Philip Reeker: Je pense qu'il est important que ce processus que l'Union européenne et ses États membres ont encouragé aujourd'hui et que de nombreuses décennies ne doivent pas être remises en question. Ce sont des pays européens et les États-Unis ont soutenu une Europe entière, libre, pacifique et promotionnelle depuis la fin de la Seconde Guerre mondiale. Nous célébrons le 70e anniversaire de l'OTAN. Il est clair que l'OTAN a été une clé importante pour parvenir à la stabilité, d'abord en Europe occidentale, pendant la période de la guerre froide, puis, après avoir adopté la période de l'après-guerre froide, avec de nouveaux membres, élargissant les partenariats avec d'autres, en tant qu'alliance de défense. Cela a été une clé importante pour un niveau de sécurité, qui a permis cette période sans précédent de prospérité en Europe. C'est une chose dont nous sommes fiers. C'est bon pour les États-Unis, c'est bon pour les Européens.
Jusqu'à ce que nous célébrions cet anniversaire et nous nous souvenions de ce que nous avons fait ensemble, nous croyons que nous devrions continuer sur cette route. Il y a ceux qui veulent intervenir dans les pays des Balkans occidentaux, juste pour créer l'instabilité. Il y a ceux qui ne veulent pas voir la stabilité car elle affecte leurs intérêts négatifs. Nous continuerons d'appuyer les populations de la région qui veulent aller de l'avant pour un avenir meilleur.
Radio Free Europe: M. Palmer a déclaré la semaine dernière que l'absence de décision pour le nord de la Macédoine et l'Albanie pourrait ouvrir les portes à la Russie. Tu t'inquiètes ?
Philip Reeker : Je pense que c'est une préoccupation. Nous avons vu l'influence malveillante devant la région. Ces pays (dans les Balkans occidentaux) ont clairement déclaré que la direction qu'ils veulent prendre est l'Occident. Ils font partie de l'Europe et veulent faire partie d'institutions et d'organisations qui composent l'Europe et qui permettent une plus grande prospérité, une plus grande cohésion. Ils ont pris des mesures importantes pour surmonter les divergences avec les voisins, c'est la première étape et pour entreprendre les réformes nécessaires pour se qualifier, simplement pour ouvrir le processus d'adhésion, qui durera ensuite jusqu'à la clôture de chaque chapitre. Mais c'est un processus positif. Nous pensons qu'ils méritent des réponses positives, car ils font exactement ce qu'on leur demande de faire et remplissent les conditions nécessaires pour aller de l'avant.
Radio Free Europe: Selon vous, quelle est la plus grande influence russe dans la région?

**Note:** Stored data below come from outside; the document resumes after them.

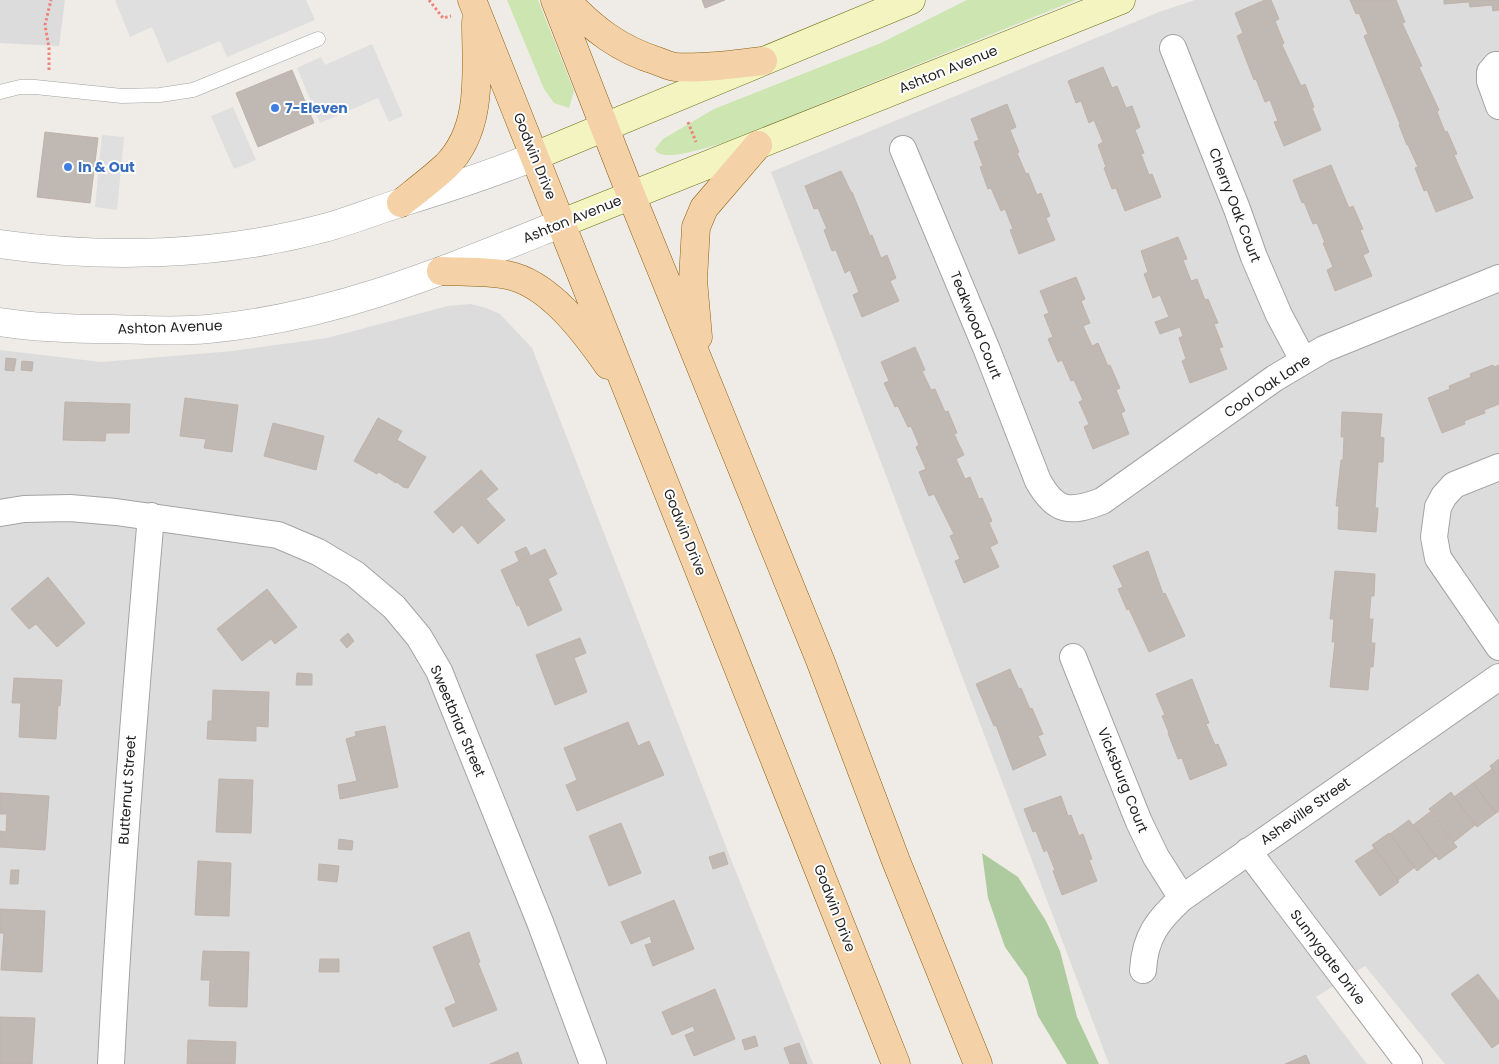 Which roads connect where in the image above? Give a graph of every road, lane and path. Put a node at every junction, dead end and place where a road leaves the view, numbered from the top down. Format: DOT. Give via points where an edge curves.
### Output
graph roads {
  1 [pos="52,0"];
  2 [pos="555,0"];
  3 [pos="566,0"];
  4 [pos="911,0"];
  5 [pos="1121,0"];
  6 [pos="474,4"];
  7 [pos="318,38"];
  8 [pos="1173,48"];
  9 [pos="764,61"];
  10 [pos="1499,65"];
  11 [pos="47,88"];
  12 [pos="0,92"];
  13 [pos="678,96"];
  14 [pos="1499,106"];
  15 [pos="605,127"];
  16 [pos="758,144"];
  17 [pos="903,149"];
  18 [pos="535,156"];
  19 [pos="706,166"];
  20 [pos="631,195"];
  21 [pos="401,203"];
  22 [pos="562,223"];
  23 [pos="0,244"];
  24 [pos="442,271"];
  25 [pos="1499,278"];
  26 [pos="0,322"];
  27 [pos="1303,360"];
  28 [pos="705,378"];
  29 [pos="633,402"];
  30 [pos="1499,467"];
  31 [pos="1052,499"];
  32 [pos="0,513"];
  33 [pos="151,516"];
  34 [pos="1499,647"];
  35 [pos="1073,656"];
  36 [pos="1499,677"];
  37 [pos="1248,851"];
  38 [pos="1182,898"];
  39 [pos="1143,970"];
  40 [pos="110,1064"];
  41 [pos="594,1064"];
  42 [pos="896,1064"];
  43 [pos="978,1064"];
  44 [pos="1409,1064"];
  1 -- 11 [label="path" via="45,25 50,66"];
  2 -- 15 [label="main road"];
  3 -- 9 [label="main road" via="609,39 635,54 674,67"];
  4 -- 9 [label="main road"];
  5 -- 16 [label="main road, Ashton Avenue"];
  6 -- 18 [label="main road, Godwin Drive"];
  6 -- 21 [label="main road" via="476,88 470,127 447,165"];
  7 -- 11 [label="lane" via="193,90 122,96"];
  8 -- 27 [label="street, Cherry Oak Court" via="1238,208 1254,257"];
  9 -- 13 [label="main road"];
  10 -- 14 [label="street" via="1490,72"];
  11 -- 12 [label="lane" via="20,87"];
  13 -- 15 [label="main road"];
  13 -- 19 [label="path"];
  15 -- 18 [label="main road"];
  15 -- 20 [label="main road"];
  16 -- 19 [label="main road, Ashton Avenue"];
  16 -- 28 [label="main road" via="704,208 696,227 693,280"];
  17 -- 31 [label="street, Teakwood Court" via="1038,481"];
  18 -- 21 [label="street"];
  18 -- 22 [label="main road, Godwin Drive"];
  19 -- 20 [label="main road, Ashton Avenue"];
  20 -- 22 [label="main road, Ashton Avenue"];
  20 -- 28 [label="main road"];
  21 -- 23 [label="street" via="324,228 213,248 115,253"];
  22 -- 24 [label="street, Ashton Avenue"];
  22 -- 29 [label="main road, Godwin Drive"];
  24 -- 26 [label="street, Ashton Avenue" via="327,308 274,320 208,329 68,328"];
  24 -- 29 [label="main road" via="508,275 546,294 591,341"];
  25 -- 27 [label="street, Cool Oak Lane"];
  27 -- 31 [label="street, Cool Oak Lane" via="1102,501 1080,509 1068,509"];
  28 -- 43 [label="main road" via="820,660"];
  29 -- 42 [label="main road, Godwin Drive"];
  30 -- 34 [label="street" via="1454,485 1438,506 1434,537 1438,558"];
  32 -- 33 [label="street, Sweetbriar Street" via="70,508"];
  33 -- 40 [label="street, Butternut Street" via="117,926"];
  33 -- 41 [label="street, Sweetbriar Street" via="278,535 318,552 362,579 394,607 419,637 439,671"];
  35 -- 38 [label="street, Vicksburg Court" via="1139,822"];
  36 -- 37 [label="street, Asheville Street"];
  37 -- 38 [label="street, Asheville Street"];
  37 -- 44 [label="street, Sunnygate Drive"];
  38 -- 39 [label="street, Asheville Street" via="1162,916 1150,934"];
}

Philip Reeker: Cela dépend de la façon dont les autres le voient. La Russie est un pays qui a des relations dans la région et nous l'acceptons. Nous voulons aussi avoir de meilleures relations avec la Russie. Je suis allé à Moscou et j'ai fait un effort pour parler d'où nous pouvons construire nos relations. Nous avons de nombreux défis à relever.
L'un des endroits les plus visibles où l'influence malveillante de la Russie est observée est l'Ukraine. La Russie a envahi ce pays, a poursuivi (soutenir) la guerre en cours dans l'est de l'Ukraine. Des milliers de gens sont morts. Ils se sont engagés, dans le cadre du processus de Minsk, à trouver une voie à suivre et à ne pas s ' y conformer. On veut voir ça. Les Russes en paient le prix, pour les actions de leur gouvernement. Ce genre d'influence malveillante est quelque chose que nous ne voulons pas voir dans d'autres parties de l'Europe et certainement pas dans les Balkans occidentaux.